**EXERCISE DIRECTIONS**
Within the data that follows, set down exactly the lines from the one containing "static cairo_t *cr;" through the one containing "static void draw(void)", both ends included.

RECORDS SHOWN START

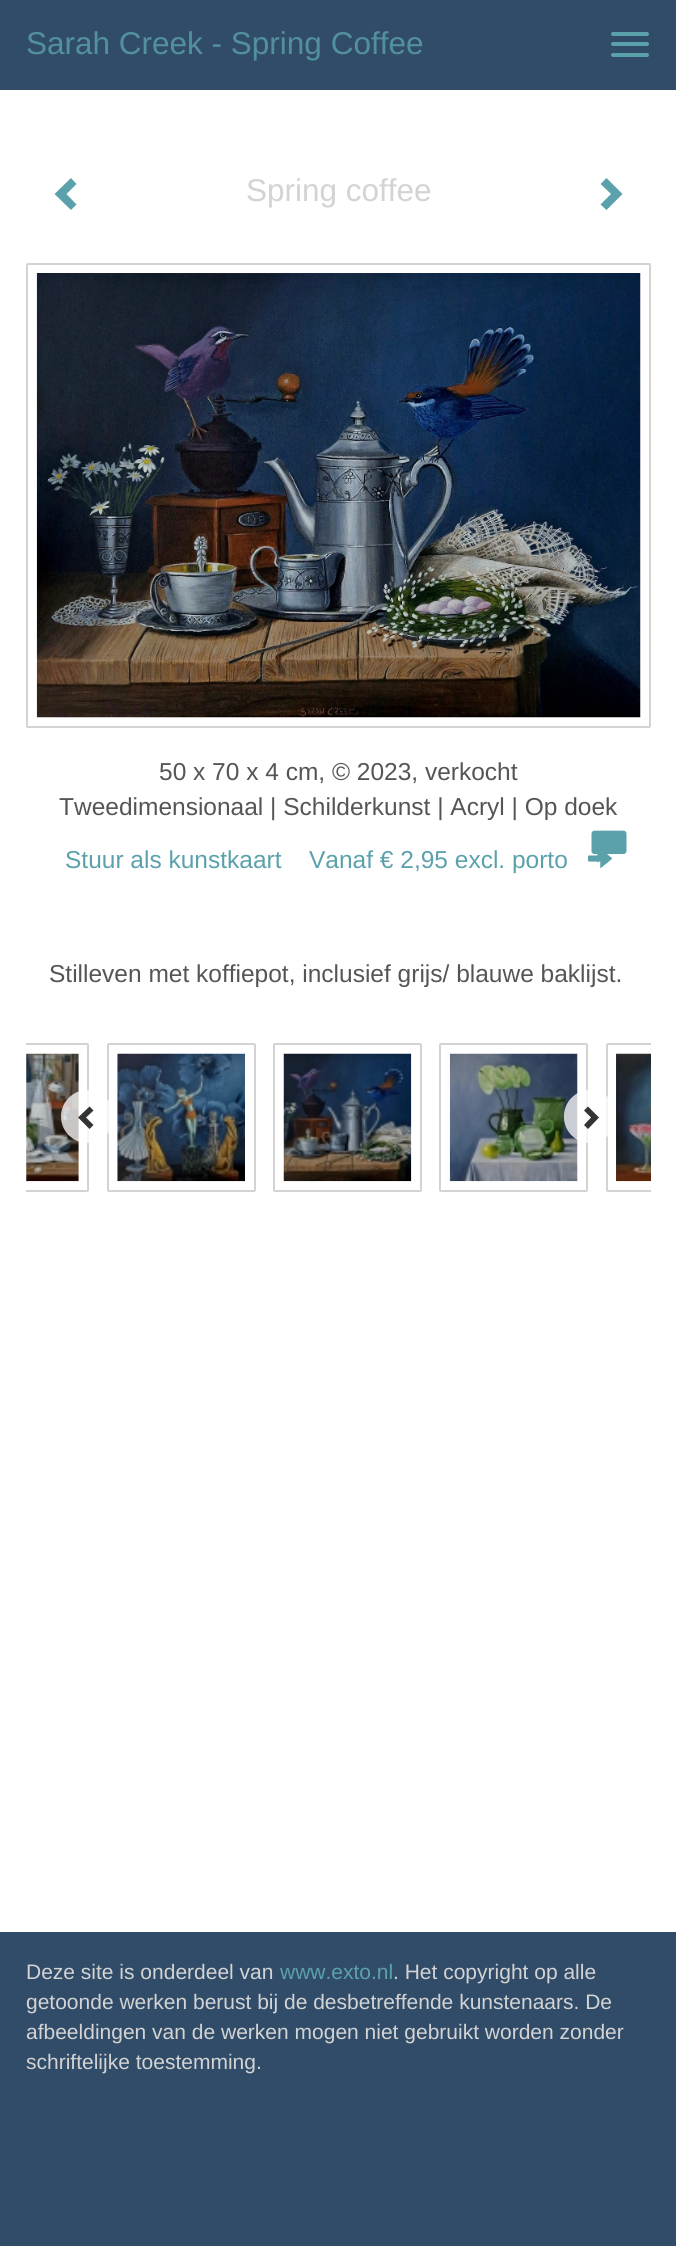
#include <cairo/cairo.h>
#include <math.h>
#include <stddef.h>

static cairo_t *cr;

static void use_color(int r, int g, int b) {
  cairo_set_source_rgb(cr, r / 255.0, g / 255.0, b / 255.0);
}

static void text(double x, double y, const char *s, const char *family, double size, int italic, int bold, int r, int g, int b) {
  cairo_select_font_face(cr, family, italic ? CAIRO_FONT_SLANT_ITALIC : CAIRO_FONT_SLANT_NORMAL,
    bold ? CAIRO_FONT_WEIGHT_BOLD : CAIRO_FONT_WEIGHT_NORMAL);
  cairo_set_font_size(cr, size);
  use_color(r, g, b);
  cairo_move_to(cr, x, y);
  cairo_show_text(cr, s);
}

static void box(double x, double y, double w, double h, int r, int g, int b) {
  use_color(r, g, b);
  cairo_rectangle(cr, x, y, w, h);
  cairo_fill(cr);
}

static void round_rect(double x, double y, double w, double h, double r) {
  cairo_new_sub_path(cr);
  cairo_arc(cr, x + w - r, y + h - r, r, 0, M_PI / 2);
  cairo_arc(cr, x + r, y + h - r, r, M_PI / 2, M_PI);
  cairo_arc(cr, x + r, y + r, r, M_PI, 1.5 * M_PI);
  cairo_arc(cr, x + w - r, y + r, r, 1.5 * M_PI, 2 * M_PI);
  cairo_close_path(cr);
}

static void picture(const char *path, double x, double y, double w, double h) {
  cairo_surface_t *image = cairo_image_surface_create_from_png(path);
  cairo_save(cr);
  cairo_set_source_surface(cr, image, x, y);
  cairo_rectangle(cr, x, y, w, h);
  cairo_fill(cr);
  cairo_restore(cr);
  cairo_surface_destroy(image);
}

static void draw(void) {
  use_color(49, 76, 104);
  cairo_paint(cr);
  use_color(91, 161, 172);
  round_rect(611, 32, 38, 4, 2);
  cairo_fill(cr);
  round_rect(611, 42, 38, 4, 2);
  cairo_fill(cr);
  round_rect(611, 53, 38, 4, 2);
  cairo_fill(cr);
  box(0, 90, 676, 1842, 255, 255, 255);
  use_color(91, 161, 172);
  cairo_new_path(cr);
  cairo_move_to(cr, 76.5, 184);
  cairo_line_to(cr, 66.5, 194);
  cairo_line_to(cr, 76.5, 204.5);
  cairo_line_to(cr, 71, 210);
  cairo_line_to(cr, 54.5, 194);
  cairo_line_to(cr, 71, 178);
  cairo_close_path(cr);
  cairo_fill(cr);
  cairo_new_path(cr);
  cairo_move_to(cr, 622.5, 194);
  cairo_line_to(cr, 606.5, 210);
  cairo_line_to(cr, 600.5, 204.5);
  cairo_line_to(cr, 611, 194);
  cairo_line_to(cr, 600.5, 184);
  cairo_line_to(cr, 606.5, 178);
  cairo_close_path(cr);
  cairo_fill(cr);
  round_rect(27, 264, 623, 463, 1);
  use_color(211, 211, 211);
  cairo_stroke(cr);
  picture("img_01.png", 36, 273, 605, 445);
  picture("img_03.png", 591, 830, 36, 33);
  picture("img_02.png", 588, 854, 24, 14);
  cairo_save(cr);
  cairo_rectangle(cr, 26, 1034, 625, 167);
  cairo_clip(cr);
  round_rect(-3, 1044, 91, 147, 1);
  cairo_stroke(cr);
  cairo_restore(cr);
  picture("img_04.png", 26, 1053, 53, 129);
  round_rect(108, 1044, 147, 147, 1);
  cairo_stroke(cr);
  picture("img_05.png", 117, 1053, 128, 129);
  round_rect(274, 1044, 147, 147, 1);
  cairo_stroke(cr);
  picture("img_06.png", 283, 1053, 129, 129);
  round_rect(440, 1044, 147, 147, 1);
  cairo_stroke(cr);
  picture("img_07.png", 449, 1053, 129, 129);
  cairo_save(cr);
  cairo_rectangle(cr, 26, 1034, 625, 167);
  cairo_clip(cr);
  round_rect(607, 1044, 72, 147, 1);
  cairo_stroke(cr);
  cairo_restore(cr);
  picture("img_08.png", 616, 1053, 35, 129);
  cairo_set_source_rgba(cr, 1, 1, 1, 0.75);
  cairo_arc(cr, 87.5, 1116.5, 26.5, 0, 2 * M_PI);
  cairo_fill(cr);
  use_color(51, 51, 51);
  cairo_new_path(cr);
  cairo_move_to(cr, 93.5, 1110.5);
  cairo_line_to(cr, 86, 1117.5);
  cairo_line_to(cr, 93.5, 1125);
  cairo_line_to(cr, 89.5, 1129);
  cairo_line_to(cr, 78, 1117.5);
  cairo_line_to(cr, 89.5, 1106.5);
  cairo_close_path(cr);
  cairo_fill(cr);
  cairo_set_source_rgba(cr, 1, 1, 1, 0.75);
  round_rect(564, 1090, 52, 53, 26);
  cairo_fill(cr);
  use_color(51, 51, 51);
  cairo_new_path(cr);
  cairo_move_to(cr, 599, 1117.5);
  cairo_line_to(cr, 588, 1129);
  cairo_line_to(cr, 584, 1125);
  cairo_line_to(cr, 591, 1117.5);
  cairo_line_to(cr, 584, 1110.5);
  cairo_line_to(cr, 588, 1106.5);
  cairo_close_path(cr);
  cairo_fill(cr);
  text(26, 54, "Sarah Creek - Spring Coffee", "Liberation Sans", 31.5, 0, 0, 83, 144, 158);
  text(246, 201, "Spring coffee", "Liberation Sans", 31.5, 0, 0, 211, 211, 211);
  text(159, 780, "50 x 70 x 4 cm, © 2023, verkocht", "Liberation Sans", 24.5, 0, 0, 85, 85, 85);
  text(59, 815, "Tweedimensionaal | Schilderkunst | Acryl | Op doek", "Liberation Sans", 24.5, 0, 0, 85, 85, 85);
  text(65, 868, "Stuur als kunstkaart", "Liberation Sans", 24.5, 0, 0, 91, 161, 172);
  text(309, 868, "Vanaf € 2,95 excl. porto", "Liberation Sans", 24.5, 0, 0, 91, 161, 172);
  text(49, 982, "Stilleven met koffiepot, inclusief grijs/ blauwe baklijst.", "Liberation Sans", 24.5, 0, 0, 85, 85, 85);
  text(26, 1979, "Deze site is onderdeel van", "Liberation Sans", 21, 0, 0, 211, 211, 211);
  text(280, 1979, "www.exto.nl", "Liberation Sans", 21, 0, 0, 91, 161, 172);
  text(393, 1979, ". Het copyright op alle", "Liberation Sans", 21, 0, 0, 211, 211, 211);
  text(26, 2009, "getoonde werken berust bij de desbetreffende kunstenaars. De", "Liberation Sans", 21, 0, 0, 211, 211, 211);
  text(26, 2039, "afbeeldingen van de werken mogen niet gebruikt worden zonder", "Liberation Sans", 21, 0, 0, 211, 211, 211);
  text(26, 2069, "schriftelijke toestemming.", "Liberation Sans", 21, 0, 0, 211, 211, 211);
}

int main(void) {
  cairo_surface_t *surface = cairo_image_surface_create(CAIRO_FORMAT_RGB24, 676, 2246);
  cr = cairo_create(surface);
  cairo_font_options_t *options = cairo_font_options_create();
  cairo_font_options_set_hint_metrics(options, CAIRO_HINT_METRICS_OFF);
  cairo_font_options_set_hint_style(options, CAIRO_HINT_STYLE_NONE);
  cairo_set_font_options(cr, options);
  cairo_set_miter_limit(cr, 4);
  draw();
  cairo_surface_write_to_png(surface, "out.png");
  cairo_font_options_destroy(options);
  cairo_destroy(cr);
  cairo_surface_destroy(surface);
  return 0;
}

RECORDS SHOWN END

**THE ANSWER**
static cairo_t *cr;

static void use_color(int r, int g, int b) {
  cairo_set_source_rgb(cr, r / 255.0, g / 255.0, b / 255.0);
}

static void text(double x, double y, const char *s, const char *family, double size, int italic, int bold, int r, int g, int b) {
  cairo_select_font_face(cr, family, italic ? CAIRO_FONT_SLANT_ITALIC : CAIRO_FONT_SLANT_NORMAL,
    bold ? CAIRO_FONT_WEIGHT_BOLD : CAIRO_FONT_WEIGHT_NORMAL);
  cairo_set_font_size(cr, size);
  use_color(r, g, b);
  cairo_move_to(cr, x, y);
  cairo_show_text(cr, s);
}

static void box(double x, double y, double w, double h, int r, int g, int b) {
  use_color(r, g, b);
  cairo_rectangle(cr, x, y, w, h);
  cairo_fill(cr);
}

static void round_rect(double x, double y, double w, double h, double r) {
  cairo_new_sub_path(cr);
  cairo_arc(cr, x + w - r, y + h - r, r, 0, M_PI / 2);
  cairo_arc(cr, x + r, y + h - r, r, M_PI / 2, M_PI);
  cairo_arc(cr, x + r, y + r, r, M_PI, 1.5 * M_PI);
  cairo_arc(cr, x + w - r, y + r, r, 1.5 * M_PI, 2 * M_PI);
  cairo_close_path(cr);
}

static void picture(const char *path, double x, double y, double w, double h) {
  cairo_surface_t *image = cairo_image_surface_create_from_png(path);
  cairo_save(cr);
  cairo_set_source_surface(cr, image, x, y);
  cairo_rectangle(cr, x, y, w, h);
  cairo_fill(cr);
  cairo_restore(cr);
  cairo_surface_destroy(image);
}

static void draw(void) {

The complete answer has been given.